- _Task to carry out_: The lines you return should be those containing the string "other", taken from the data below.

Saved entries:
_____
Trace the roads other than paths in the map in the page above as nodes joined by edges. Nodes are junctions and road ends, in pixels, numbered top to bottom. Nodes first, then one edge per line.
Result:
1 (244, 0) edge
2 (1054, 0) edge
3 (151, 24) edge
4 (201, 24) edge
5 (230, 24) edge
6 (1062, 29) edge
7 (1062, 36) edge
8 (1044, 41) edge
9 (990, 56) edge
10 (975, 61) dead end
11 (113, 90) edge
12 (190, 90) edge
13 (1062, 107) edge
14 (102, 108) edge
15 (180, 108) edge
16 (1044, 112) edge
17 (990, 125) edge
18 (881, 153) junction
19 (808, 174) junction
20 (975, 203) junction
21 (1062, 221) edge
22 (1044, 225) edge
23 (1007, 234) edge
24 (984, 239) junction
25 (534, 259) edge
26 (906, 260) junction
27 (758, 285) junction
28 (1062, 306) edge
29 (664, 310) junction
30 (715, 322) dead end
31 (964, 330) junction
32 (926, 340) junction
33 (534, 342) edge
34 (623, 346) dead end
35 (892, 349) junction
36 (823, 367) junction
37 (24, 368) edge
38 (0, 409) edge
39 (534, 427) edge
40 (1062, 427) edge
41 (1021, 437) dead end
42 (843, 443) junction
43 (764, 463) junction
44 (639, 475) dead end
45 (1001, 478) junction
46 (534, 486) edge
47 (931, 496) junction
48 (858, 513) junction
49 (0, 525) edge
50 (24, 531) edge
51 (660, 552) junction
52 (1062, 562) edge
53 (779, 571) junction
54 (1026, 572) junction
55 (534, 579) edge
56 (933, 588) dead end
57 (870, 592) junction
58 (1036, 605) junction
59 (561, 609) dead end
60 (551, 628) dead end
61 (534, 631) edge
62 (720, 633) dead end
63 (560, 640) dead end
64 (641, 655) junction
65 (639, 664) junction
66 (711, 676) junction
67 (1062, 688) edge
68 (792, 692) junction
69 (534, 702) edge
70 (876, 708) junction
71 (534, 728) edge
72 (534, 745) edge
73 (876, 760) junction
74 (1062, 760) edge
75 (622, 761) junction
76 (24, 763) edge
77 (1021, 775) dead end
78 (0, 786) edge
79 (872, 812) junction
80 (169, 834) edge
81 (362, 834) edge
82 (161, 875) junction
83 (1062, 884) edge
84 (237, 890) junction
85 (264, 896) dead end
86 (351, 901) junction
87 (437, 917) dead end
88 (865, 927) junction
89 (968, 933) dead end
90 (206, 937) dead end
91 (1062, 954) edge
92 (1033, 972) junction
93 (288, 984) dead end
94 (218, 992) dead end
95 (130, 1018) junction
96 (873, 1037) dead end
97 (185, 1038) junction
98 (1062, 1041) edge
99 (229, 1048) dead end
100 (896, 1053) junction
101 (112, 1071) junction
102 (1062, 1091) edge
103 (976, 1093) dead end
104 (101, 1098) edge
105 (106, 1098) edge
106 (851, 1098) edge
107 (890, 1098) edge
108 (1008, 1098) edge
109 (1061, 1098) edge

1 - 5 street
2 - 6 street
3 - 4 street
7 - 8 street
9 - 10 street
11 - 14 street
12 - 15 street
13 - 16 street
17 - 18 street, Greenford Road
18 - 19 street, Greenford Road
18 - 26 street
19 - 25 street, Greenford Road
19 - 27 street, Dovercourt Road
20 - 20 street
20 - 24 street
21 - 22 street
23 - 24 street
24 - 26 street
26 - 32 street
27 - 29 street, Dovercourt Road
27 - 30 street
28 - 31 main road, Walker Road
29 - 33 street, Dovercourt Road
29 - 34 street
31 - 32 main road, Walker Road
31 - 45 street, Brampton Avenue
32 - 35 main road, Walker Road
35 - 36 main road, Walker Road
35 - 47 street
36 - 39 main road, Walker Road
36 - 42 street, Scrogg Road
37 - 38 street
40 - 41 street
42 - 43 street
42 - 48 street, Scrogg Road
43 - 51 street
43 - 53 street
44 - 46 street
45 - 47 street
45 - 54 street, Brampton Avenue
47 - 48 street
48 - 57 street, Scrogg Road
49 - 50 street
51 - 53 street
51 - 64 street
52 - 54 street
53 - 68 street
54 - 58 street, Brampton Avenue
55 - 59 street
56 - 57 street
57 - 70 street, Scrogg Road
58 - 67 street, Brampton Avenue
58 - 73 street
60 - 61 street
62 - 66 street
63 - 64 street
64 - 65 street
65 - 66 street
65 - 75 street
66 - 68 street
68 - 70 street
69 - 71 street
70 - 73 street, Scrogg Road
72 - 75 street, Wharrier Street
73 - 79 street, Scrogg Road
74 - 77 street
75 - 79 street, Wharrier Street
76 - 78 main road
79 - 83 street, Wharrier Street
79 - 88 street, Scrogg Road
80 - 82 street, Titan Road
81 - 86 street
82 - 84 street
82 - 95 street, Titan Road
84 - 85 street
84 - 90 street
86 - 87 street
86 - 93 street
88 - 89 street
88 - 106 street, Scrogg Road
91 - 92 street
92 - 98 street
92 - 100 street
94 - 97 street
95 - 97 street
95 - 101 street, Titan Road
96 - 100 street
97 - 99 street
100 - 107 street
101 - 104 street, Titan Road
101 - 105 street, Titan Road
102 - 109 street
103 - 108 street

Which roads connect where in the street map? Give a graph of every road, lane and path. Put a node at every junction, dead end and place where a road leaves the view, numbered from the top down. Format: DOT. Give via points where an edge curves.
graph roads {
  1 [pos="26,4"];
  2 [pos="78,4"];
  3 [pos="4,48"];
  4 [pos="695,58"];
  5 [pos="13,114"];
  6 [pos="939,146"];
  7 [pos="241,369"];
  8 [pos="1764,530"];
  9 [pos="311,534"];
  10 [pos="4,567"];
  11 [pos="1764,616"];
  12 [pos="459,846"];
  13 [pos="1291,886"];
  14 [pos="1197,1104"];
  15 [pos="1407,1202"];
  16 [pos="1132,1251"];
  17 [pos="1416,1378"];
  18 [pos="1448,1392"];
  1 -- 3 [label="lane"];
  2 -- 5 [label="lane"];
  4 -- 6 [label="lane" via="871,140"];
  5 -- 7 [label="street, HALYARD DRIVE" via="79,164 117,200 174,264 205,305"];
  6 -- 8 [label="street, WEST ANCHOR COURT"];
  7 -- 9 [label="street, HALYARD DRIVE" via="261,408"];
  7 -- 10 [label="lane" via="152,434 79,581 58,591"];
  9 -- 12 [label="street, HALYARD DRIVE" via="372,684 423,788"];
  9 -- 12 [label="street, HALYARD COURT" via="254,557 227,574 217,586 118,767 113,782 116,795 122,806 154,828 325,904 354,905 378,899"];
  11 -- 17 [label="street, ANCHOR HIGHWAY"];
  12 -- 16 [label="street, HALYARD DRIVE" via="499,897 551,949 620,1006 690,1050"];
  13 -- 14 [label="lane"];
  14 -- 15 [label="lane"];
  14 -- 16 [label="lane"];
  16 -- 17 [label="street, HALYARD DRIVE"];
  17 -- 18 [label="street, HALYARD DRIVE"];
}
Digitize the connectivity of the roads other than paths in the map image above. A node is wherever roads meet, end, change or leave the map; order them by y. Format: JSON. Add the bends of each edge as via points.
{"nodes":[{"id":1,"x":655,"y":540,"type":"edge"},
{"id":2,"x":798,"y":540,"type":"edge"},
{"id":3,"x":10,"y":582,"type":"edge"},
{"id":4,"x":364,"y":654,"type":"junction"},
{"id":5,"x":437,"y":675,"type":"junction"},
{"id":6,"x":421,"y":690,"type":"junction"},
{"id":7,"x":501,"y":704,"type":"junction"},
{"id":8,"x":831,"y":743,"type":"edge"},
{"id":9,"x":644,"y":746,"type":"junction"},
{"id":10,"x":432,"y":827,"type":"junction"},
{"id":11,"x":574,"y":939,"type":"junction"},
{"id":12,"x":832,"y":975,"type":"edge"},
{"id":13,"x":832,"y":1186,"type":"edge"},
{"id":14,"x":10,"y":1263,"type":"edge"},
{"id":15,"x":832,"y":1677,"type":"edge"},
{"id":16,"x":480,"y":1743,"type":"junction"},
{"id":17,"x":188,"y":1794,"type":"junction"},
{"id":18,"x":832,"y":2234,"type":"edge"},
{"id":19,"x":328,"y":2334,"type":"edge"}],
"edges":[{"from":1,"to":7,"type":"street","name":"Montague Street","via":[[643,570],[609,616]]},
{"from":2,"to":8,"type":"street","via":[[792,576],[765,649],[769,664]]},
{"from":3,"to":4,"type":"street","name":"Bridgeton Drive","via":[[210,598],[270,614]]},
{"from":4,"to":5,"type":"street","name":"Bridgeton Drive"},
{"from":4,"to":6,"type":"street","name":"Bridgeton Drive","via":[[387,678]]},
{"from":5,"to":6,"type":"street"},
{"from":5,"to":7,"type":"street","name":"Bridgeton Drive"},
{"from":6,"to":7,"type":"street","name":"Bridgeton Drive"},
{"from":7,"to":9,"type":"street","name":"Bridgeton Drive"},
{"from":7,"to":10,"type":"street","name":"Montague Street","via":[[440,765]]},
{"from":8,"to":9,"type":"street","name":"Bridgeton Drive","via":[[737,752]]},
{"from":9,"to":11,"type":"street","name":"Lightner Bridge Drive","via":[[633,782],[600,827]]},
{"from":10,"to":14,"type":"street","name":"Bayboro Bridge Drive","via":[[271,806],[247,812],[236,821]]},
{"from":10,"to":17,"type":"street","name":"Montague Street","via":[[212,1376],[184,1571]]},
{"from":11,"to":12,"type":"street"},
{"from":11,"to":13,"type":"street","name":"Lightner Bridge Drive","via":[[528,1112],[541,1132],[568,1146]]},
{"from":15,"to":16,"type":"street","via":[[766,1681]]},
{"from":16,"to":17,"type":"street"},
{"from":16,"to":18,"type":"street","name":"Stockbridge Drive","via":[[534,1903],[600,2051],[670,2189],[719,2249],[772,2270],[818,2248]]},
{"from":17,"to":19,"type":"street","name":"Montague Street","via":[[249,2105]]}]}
_____
- _Answer to this exercise_:
Trace the roads other than paths in the map in the page above as nodes joined by edges. Nodes are junctions and road ends, in pixels, numbered top to bottom. Nodes first, then one edge per line.
Digitize the connectivity of the roads other than paths in the map image above. A node is wherever roads meet, end, change or leave the map; order them by y. Format: JSON. Add the bends of each edge as via points.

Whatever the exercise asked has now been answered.